Stored data:
- - -

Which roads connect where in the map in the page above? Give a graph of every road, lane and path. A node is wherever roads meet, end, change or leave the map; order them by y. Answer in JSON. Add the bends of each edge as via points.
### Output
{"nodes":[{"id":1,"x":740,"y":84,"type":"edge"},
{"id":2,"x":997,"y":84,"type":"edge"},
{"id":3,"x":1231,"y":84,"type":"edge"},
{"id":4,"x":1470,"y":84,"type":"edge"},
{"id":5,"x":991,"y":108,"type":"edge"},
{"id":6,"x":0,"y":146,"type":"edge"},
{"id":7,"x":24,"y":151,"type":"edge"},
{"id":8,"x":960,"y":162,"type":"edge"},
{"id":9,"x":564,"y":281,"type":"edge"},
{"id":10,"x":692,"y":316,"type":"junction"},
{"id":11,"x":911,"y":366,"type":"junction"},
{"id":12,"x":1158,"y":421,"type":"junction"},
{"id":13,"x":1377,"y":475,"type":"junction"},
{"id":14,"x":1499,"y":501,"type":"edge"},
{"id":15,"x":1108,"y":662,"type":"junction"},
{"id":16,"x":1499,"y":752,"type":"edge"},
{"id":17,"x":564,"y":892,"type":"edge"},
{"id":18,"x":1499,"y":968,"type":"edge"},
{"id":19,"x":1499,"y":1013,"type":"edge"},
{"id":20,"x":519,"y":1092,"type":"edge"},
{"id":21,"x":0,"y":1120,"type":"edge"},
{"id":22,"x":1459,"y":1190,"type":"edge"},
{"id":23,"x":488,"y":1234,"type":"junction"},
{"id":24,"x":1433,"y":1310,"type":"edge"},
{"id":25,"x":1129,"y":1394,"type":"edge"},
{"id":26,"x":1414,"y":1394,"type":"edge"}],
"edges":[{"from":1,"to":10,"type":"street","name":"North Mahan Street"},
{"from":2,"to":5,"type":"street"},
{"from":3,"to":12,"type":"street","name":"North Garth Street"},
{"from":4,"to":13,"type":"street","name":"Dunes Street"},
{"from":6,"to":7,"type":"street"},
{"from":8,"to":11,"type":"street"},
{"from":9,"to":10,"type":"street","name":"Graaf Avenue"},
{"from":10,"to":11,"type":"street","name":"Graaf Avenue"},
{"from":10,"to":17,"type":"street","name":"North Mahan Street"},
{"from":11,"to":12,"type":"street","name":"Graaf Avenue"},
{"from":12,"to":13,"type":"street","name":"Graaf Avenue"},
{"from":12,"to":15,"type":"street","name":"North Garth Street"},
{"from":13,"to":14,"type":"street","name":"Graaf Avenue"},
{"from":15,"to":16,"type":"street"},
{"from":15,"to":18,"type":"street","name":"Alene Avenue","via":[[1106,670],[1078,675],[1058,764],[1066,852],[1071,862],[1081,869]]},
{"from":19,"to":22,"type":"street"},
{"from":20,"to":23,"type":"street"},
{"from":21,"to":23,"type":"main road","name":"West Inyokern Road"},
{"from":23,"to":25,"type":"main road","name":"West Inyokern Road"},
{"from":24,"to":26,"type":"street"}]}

- - -

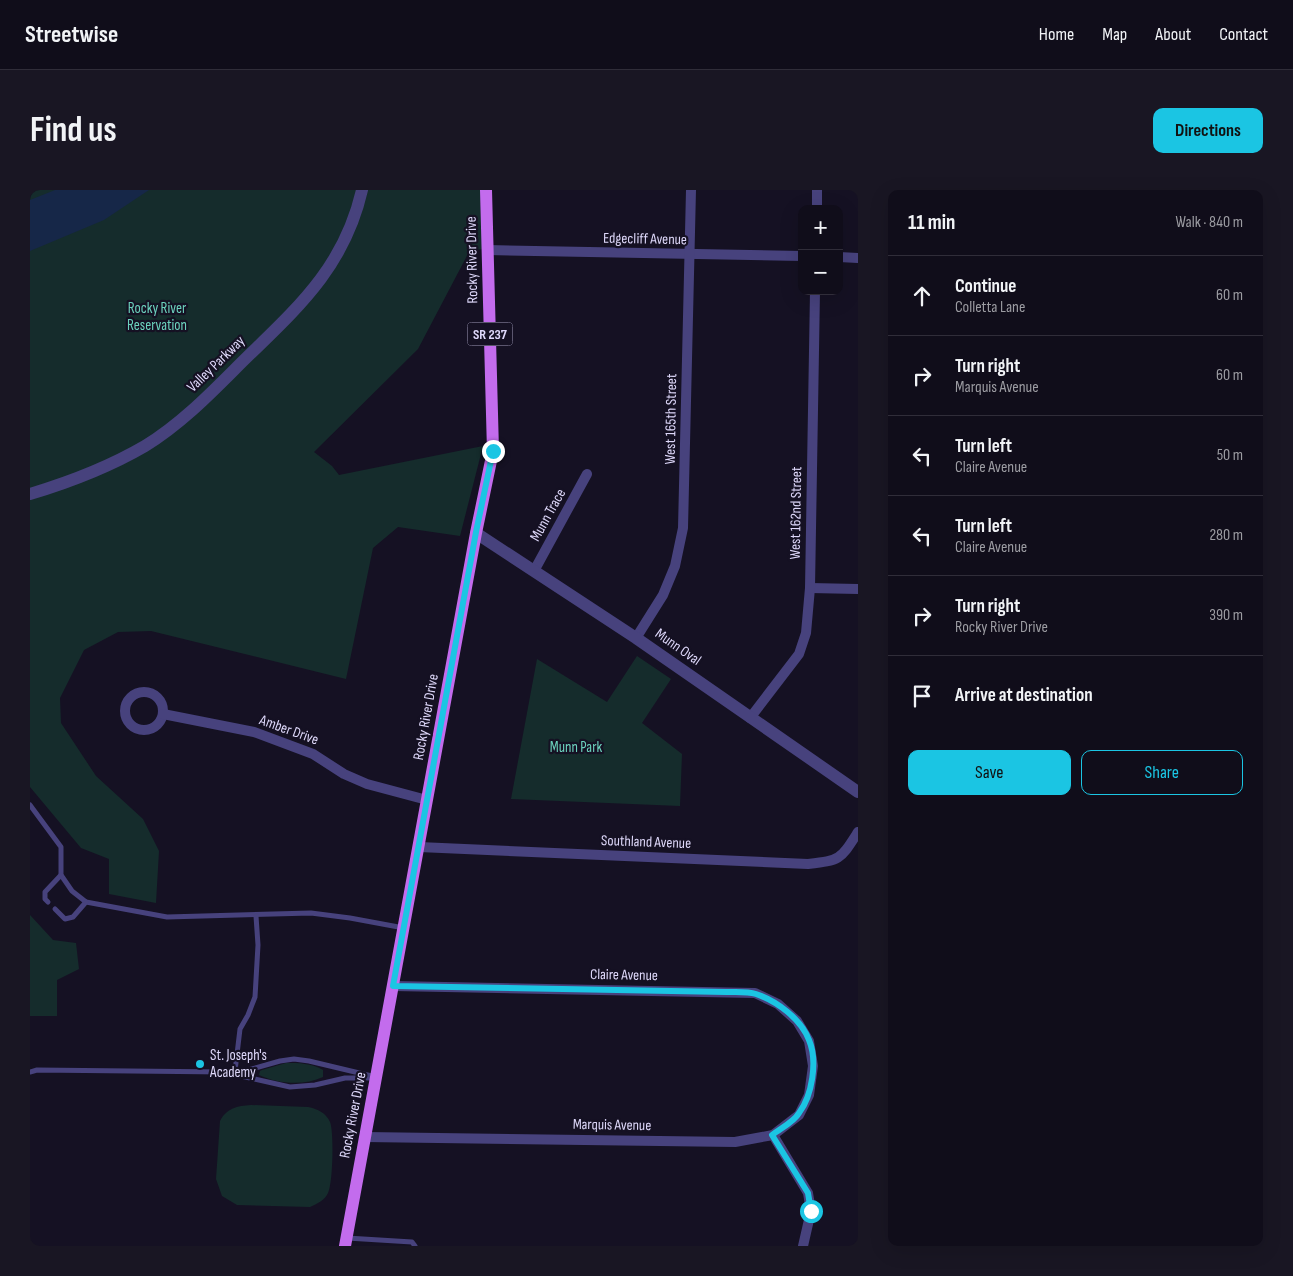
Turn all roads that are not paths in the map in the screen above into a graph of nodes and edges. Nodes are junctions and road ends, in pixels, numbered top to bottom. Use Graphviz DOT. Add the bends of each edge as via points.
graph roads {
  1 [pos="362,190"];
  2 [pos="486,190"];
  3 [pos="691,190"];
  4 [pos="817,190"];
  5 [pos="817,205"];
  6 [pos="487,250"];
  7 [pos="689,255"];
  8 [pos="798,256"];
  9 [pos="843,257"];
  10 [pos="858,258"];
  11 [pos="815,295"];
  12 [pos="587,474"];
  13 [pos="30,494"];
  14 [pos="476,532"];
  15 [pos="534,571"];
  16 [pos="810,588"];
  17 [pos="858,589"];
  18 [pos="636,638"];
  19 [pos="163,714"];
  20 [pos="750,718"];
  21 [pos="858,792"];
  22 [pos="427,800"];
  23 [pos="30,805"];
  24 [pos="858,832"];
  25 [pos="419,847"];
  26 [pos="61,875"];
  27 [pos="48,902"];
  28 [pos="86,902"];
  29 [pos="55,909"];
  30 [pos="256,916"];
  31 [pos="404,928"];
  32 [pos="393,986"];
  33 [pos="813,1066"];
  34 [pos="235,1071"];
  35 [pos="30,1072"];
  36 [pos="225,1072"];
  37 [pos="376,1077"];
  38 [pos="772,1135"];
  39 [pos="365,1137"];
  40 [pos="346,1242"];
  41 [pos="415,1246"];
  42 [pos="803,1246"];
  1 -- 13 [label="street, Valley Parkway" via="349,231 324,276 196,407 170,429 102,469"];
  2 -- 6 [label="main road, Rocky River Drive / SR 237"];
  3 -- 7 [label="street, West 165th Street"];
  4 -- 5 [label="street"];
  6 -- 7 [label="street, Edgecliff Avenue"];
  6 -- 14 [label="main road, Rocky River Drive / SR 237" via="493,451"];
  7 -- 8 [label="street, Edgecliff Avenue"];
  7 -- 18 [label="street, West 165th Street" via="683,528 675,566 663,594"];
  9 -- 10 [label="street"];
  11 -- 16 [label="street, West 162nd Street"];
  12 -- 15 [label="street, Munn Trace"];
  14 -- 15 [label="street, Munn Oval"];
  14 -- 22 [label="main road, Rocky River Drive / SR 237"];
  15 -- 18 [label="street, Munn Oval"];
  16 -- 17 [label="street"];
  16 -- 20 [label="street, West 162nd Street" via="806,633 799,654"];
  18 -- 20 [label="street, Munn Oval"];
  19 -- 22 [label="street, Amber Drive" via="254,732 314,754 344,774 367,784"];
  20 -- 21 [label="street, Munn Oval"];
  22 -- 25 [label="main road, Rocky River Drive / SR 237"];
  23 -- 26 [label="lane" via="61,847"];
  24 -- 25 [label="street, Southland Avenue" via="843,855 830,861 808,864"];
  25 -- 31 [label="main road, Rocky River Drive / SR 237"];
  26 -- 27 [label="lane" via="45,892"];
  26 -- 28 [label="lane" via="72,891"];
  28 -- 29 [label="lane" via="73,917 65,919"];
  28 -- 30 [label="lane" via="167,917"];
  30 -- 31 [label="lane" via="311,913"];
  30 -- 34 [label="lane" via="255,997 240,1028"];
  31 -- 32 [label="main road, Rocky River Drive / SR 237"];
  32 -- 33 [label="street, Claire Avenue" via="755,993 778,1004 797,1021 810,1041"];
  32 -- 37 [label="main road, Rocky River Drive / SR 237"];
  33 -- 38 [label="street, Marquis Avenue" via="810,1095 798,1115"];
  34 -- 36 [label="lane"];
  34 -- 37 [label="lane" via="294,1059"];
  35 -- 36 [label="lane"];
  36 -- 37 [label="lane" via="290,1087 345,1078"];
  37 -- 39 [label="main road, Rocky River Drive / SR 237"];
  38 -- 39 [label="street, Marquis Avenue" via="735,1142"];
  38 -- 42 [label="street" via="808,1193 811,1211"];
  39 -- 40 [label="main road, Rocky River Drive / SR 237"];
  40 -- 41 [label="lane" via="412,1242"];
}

- - -

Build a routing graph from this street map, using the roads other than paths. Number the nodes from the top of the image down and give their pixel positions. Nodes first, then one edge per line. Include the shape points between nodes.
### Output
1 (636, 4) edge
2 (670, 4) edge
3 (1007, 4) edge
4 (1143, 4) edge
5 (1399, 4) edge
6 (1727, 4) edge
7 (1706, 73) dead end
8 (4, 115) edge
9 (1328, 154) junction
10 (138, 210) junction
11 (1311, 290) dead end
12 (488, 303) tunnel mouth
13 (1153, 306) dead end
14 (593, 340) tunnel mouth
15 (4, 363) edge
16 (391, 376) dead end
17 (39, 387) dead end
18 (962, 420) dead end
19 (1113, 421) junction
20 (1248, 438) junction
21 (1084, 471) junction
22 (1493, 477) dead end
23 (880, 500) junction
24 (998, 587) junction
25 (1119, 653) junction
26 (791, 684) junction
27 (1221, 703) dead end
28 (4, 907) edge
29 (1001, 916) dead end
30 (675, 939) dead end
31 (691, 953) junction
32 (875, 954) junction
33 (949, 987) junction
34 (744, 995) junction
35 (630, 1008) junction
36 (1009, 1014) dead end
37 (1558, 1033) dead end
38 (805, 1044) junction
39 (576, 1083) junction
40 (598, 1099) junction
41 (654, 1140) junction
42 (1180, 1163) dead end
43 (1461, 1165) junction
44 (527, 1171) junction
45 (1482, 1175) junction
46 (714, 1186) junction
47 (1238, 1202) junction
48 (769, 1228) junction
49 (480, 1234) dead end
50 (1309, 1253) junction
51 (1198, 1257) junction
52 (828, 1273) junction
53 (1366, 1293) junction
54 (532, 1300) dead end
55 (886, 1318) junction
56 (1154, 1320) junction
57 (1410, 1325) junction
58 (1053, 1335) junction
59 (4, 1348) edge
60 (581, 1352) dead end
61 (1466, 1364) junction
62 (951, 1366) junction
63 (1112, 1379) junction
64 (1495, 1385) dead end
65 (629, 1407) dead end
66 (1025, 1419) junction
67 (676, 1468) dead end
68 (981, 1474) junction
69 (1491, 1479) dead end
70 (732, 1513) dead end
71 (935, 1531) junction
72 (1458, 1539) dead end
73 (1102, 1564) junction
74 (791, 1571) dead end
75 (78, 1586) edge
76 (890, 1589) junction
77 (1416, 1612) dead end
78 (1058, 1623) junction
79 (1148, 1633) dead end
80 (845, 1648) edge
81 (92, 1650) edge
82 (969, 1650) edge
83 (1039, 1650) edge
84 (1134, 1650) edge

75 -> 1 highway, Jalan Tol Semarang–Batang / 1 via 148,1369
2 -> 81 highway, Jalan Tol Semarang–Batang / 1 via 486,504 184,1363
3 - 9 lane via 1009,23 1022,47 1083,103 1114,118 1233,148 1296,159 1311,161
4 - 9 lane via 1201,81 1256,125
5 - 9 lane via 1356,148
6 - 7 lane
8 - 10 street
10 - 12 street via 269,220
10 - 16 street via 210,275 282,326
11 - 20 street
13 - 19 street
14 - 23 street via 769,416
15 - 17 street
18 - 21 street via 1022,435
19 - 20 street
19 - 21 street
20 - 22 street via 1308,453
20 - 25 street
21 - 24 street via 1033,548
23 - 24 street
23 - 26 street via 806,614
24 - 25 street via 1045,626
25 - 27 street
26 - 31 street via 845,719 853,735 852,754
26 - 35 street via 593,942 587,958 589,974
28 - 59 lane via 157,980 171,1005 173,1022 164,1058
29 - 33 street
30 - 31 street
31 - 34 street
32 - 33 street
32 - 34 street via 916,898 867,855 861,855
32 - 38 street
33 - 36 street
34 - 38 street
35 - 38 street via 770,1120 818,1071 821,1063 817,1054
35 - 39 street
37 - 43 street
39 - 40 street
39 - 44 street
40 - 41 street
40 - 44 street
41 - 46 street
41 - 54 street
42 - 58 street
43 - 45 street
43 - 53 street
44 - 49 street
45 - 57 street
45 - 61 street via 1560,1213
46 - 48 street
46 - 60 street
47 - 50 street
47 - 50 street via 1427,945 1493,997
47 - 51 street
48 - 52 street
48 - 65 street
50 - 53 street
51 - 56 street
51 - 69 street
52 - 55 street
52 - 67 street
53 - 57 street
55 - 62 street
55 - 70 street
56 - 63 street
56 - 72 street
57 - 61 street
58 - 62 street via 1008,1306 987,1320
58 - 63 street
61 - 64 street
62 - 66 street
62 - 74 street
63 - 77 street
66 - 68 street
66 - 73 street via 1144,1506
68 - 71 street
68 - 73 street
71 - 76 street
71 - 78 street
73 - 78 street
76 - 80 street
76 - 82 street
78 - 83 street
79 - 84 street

- - -

* [What you should do]
Return each line of the data above that includes the word "edges".

* [Answer to this problem]
"edges":[{"from":1,"to":10,"type":"street","name":"North Mahan Street"},
Turn all roads that are not paths in the map in the screen above into a graph of nodes and edges. Nodes are junctions and road ends, in pixels, numbered top to bottom. Use Graphviz DOT. Add the bends of each edge as via points.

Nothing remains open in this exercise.